Retorno à exclusão

Decreto assinado pelo presidente incentiva a volta de salas e escolas especiais para crianças e jovens com deficiência

Por: Da Redação  -  04/10/20  -  12:00
Atualizado em 04/10/20 - 12:21

O presidente Jair Bolsonaro assinou, na última quinta-feira (1), decreto que incentiva adoção de salas e escolas especiais para crianças com deficiência, transtornos globais do desenvolvimento como autismo e superdotação. Segundo o Ministério da Educação, a ideia é dar mais flexibilidade aos sistemas de ensino e mais opções para estudantes e famílias. “Muitos estudantes não estão sendo beneficiados em classes comuns”, justificou o ministro Milton Ribeiro.


A medida faz parte da Política Nacional de Educação Especial, e o decreto prevê recursos para redes públicas que queiram adotar a política, e para entidades, como as Apaes, institutos para surdos e outras que ofereçam educação especial. Dados extraídos de fontes oficiais indicam que, atualmente, 90% dos estudantes com algum tipo de deficiência estudam em escolas regulares, número que vem crescendo desde 2008, quando teve início uma política inversa à que está sendo proposta: a da inclusão.


Algumas palavras podem definir bem essa novidade ora proposta pelo presidente Jair Bolsonaro, por meio do Decreto 10.502: inconcebível, retrógrada, excludente. Basta dizer que tão logo o decreto foi assinado, entidades que lidam com esse público começaram a se manifestar fortemente. “Propor escolas e classes especializadas é um retorno à exclusão. Como há dificuldades para acesso à educação regular, o governo culpa o aluno e não o sistema educacional. É uma sutil retomada das escolas especiais, cedendo à pressão de instituições que atuam nesse segmento e querem dinheiro do Fundeb”, disse Antonio Carlos Sestaro, presidente da Federação Brasileira das Associações de Síndrome de Down.

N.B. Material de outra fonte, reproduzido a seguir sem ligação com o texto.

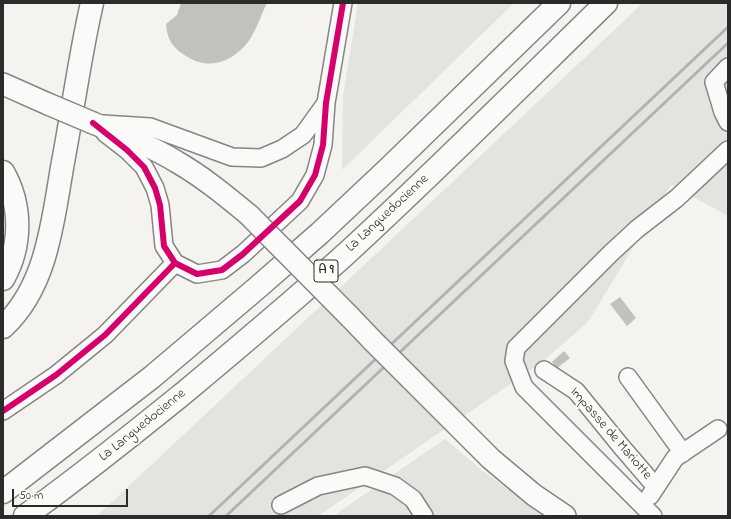 <!DOCTYPE html>
<html>
<head>
<meta charset="utf-8">
<style>
	body { margin:0 }
	#map { position:relative; width:731px; height:519px; overflow:hidden; background:#f4f3f0; font-family:"Indie Flower",sans-serif }
	canvas { display:block }
	.frame { position:absolute; inset:0; border:4px solid #2b2b2b; pointer-events:none }
	.scale { position:absolute; left:12px; top:489px; width:116px; height:18px; box-sizing:border-box; border:2px solid #2b2b2b; border-top:0; padding-left:5px; font-size:12px; line-height:14px; white-space:nowrap; color:#2b2b2b; -webkit-text-stroke:3px #fdfcf7; paint-order:stroke }
</style>
</head>
<body>
<div id="map">
<canvas width="731" height="519"></canvas>
<div class="frame"></div>
<div class="scale">50 m</div>
</div>
<script>
const ctx = document.querySelector('canvas').getContext('2d');
ctx.lineJoin = 'round';
function fill(path, color) {
  ctx.fillStyle = color;
  ctx.fill(path, 'evenodd');
}
function stroke(path, color, width, dash) {
  ctx.strokeStyle = color;
  ctx.lineWidth = width;
  ctx.lineCap = dash ? 'butt' : 'round';
  ctx.setLineDash(dash || []);
  ctx.stroke(path);
}
function write(font, color, halo, rows, align = 'center') {
  ctx.font = font + ' "Indie Flower",sans-serif';
  ctx.lineWidth = 4;
  ctx.setLineDash([]);
  ctx.textBaseline = 'middle';
  ctx.strokeStyle = halo;
  ctx.fillStyle = color;
  for (const [text, x, y, turn = 0] of rows) {
    ctx.save();
    ctx.translate(x, y);
    ctx.rotate((+turn || 0) * Math.PI / 180);
    ctx.textAlign = isNaN(turn) ? turn : align;
    if (halo) ctx.strokeText(text, 0, 0);
    ctx.fillText(text, 0, 0);
    ctx.restore();
  }
}
const built = new Path2D(`
	M643,3H728V216L671,185L588,322L541,363L318,516H97Z`);
const green = new Path2D(`
	M358,3H514L342,170L343,96Z
	M445,439L484,472L546,516H333Z`);
const water = new Path2D(`
	M181,3H267C261,15 256,31 248,42C232,62 209,71 186,56C173,48 167,40 166,24L177,15Z
	M620,297L636,318L627,326L610,304Z
	M564,351L570,358L557,368L552,362Z`);
const minor = new Path2D(`
	M728,67L714,82L723,112L728,122
	M103,124L150,127L232,157L261,158L282,149L303,135L326,103
	M105,133L127,150L144,167L155,188L160,205L164,246L175,263L197,274L222,270L243,254L300,201L315,175L323,145L326,103L343,3
	M544,370L576,391L620,445L656,487
	M628,377L683,453
	M3,411L56,375L105,335L175,263
	M650,496L675,458L718,429
	M281,505L318,486L365,476L395,486L413,499L424,516
	M653,516L524,387L514,361L516,348L611,253L637,229L677,198L728,150`);
const major = new Path2D(`
	M3,84L48,104
	M93,123C122,135 151,146 177,162C203,177 226,196 249,215
	M351,318L372,340
	M411,379L491,459L534,495L565,516`);
const highway = new Path2D(`
	M3,172C22,205 22,246 3,279
	M3,327C48,286 53,218 63,162C73,109 80,55 92,3
	M3,492L152,377L257,288L320,233L388,169L559,3
	M25,516C80,477 133,434 185,392C240,346 295,300 348,252C436,171 521,86 606,3`);
const rail = new Path2D(`
	M209,516L728,27
	M226,516L728,43`);
const majorBridge = new Path2D(`
	M48,104L93,123
	M249,215L351,318
	M372,340L411,379`);
const cycleway = new Path2D(`
	M93,123L127,150L144,167L155,188L160,205L164,246L175,263L197,274L222,270L243,254L300,201L315,175L323,145L326,103L343,3
	M3,411L56,375L105,335L175,263`);
const shields = [
	[326,271,24]
];
const shieldNames = [
	["A 9",326,271]
];
const streetNames = [
	["La Languedocienne",388,214,-43],
	["La Languedocienne",143,426,-39],
	["Impasse de Mariotte",610,434,49]
];
fill(built, '#e4e3df');
fill(green, '#e4e3e0');
fill(water, '#c2c1be');
stroke(minor, '#858584', 20);
stroke(major, '#858584', 24);
stroke(highway, '#858584', 25);
stroke(minor, '#fafaf8', 17);
stroke(major, '#fafaf8', 21);
stroke(highway, '#fafaf8', 22);
stroke(rail, '#b3b2b1', 3);
stroke(majorBridge, '#858584', 24, []);
stroke(majorBridge, '#fafaf8', 21);
stroke(cycleway, '#d6006c', 6);
for (const [x, y, w] of shields) {
  const box = new Path2D();
  box.roundRect(x - w / 2, y - 11, w, 22, 3);
  ctx.fillStyle = '#fdfcf7';
  ctx.fill(box);
  stroke(box, '#2b2b2b', 1);
}
write('bold 13px', '#2b2b2b', null, shieldNames);
write('14px', '#2b2b2b', '#fdfcf7', streetNames);
</script>
</body>
</html>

Já vai longe o tempo em que crianças ditas “diferentes” eram segregadas em salas especiais, longe dos “normais” até mesmo no intervalo entre as aulas. Essa realidade vem mudando ano após ano, não só com uma política que busca mostrar a saudável diversidade da sociedade, como também a forma correta de se nominar quem tem algum tipo de deficiência. O próprio mercado de trabalho já se mostra mais aberto a contratar pessoas com deficiência independentemente das cotas obrigatórios previstas em lei.


Ser deficiente não é ser incapaz, não é ser hostil à convivência, à interatividade, ao mundo. Apesar das dificuldades estruturais de um país continental como o Brasil, a inclusão tem sido uma realidade positiva, que já é capaz de identificar e criminalizar os que se portam de forma preconceituosa e hostil. 
Políticas públicas, em especial as que são voltadas à Educação, levam tempo para se consolidar e mostrar resultados. Tem sido assim com todas as grandes transformações sociais no Brasil pós-redemocratização. Os efeitos desse decreto certamente serão sentidos em médio e longo prazos. Que a força da sociedade organizada e consciente seja capaz de revogar o decreto da exclusão.